You can tell that Kelly and I are sisters. I don’t think we look alike, but people always say we do. And they get us mixed up. I guess they just fail to see that I am half a head taller and that her hair is darker and glossier than mine, almost black, and longer than mine, too. She also has a different nose, flatter, like my grandad’s. I have my mom’s nose, all pointed with the dent on the very end, like a little valley. And our arms! Mine are thicker, while hers are toothpicks. Our laughs are different, too. She has several different laughs that go in order: first comes the snort, like a dainty pig, and then the little giggle, sometimes accompanied by another, louder snort. Then comes the out-loud laugh, noisy, with sucking noises in between as she tries to catch her breath. Last comes the silent convulsions; no sound, just pure, all out laughter that makes your gut ache. My laugh starts loud, like rainbow sherbert on a hot summer day. It traverses down the scale, getting lower until it dies out. Sometimes I get the silent spasms, too.

We move different. Kelly glides around. Her movements are quiet and subtle. Except when she’s running. Then she is flatfooted and loud. I run loud, too, but swing my arms more. My movements are resigned, decided. I shuffle my feet but move with determination and deliberateness. If I put my foot down, then by golly, it’s going to stay there until I decide it is going to move. Not like Kelly.

But Kelly and I aren’t all different. We talk alike. And say things at the same time.
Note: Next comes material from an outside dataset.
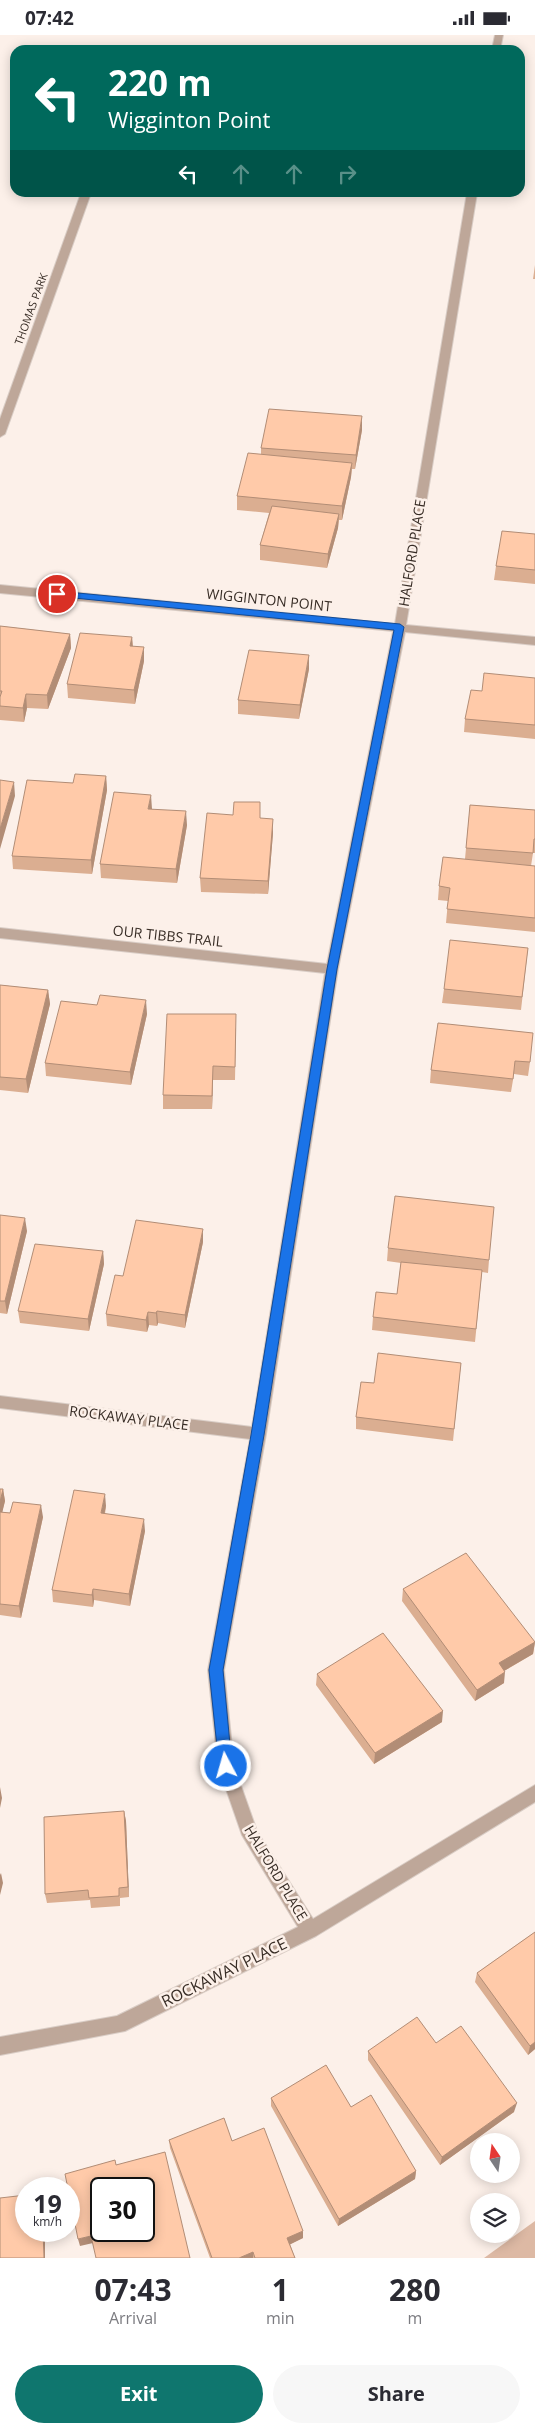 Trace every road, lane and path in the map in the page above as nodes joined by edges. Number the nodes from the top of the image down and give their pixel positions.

I could tell you that we’re both ninjas, but then I’d have to kill you. We have a similar sense of humor and both like dogs. We could have an entire conversation and if you weren’t us, you’d have no idea what we were talking about. For instance, we were driving down the road last week and Kelly shouted, “Gus car!” and I said, “Ya, it is, but I think Gus’ car is a little bit more blue-ish.” And she said, “Aww, Anna, don’t be a gooey chocolate chip cookie! That was clearly a Gus car!” I promptly replied, “I feel like I’ve been incarcerated in a blueberry,” with very patchy British accent that sent us both into a fit of giggles. This conversation left my poor mother completely bamboozled, a deer in the headlights, but to Kelly and me, it made perfect sense.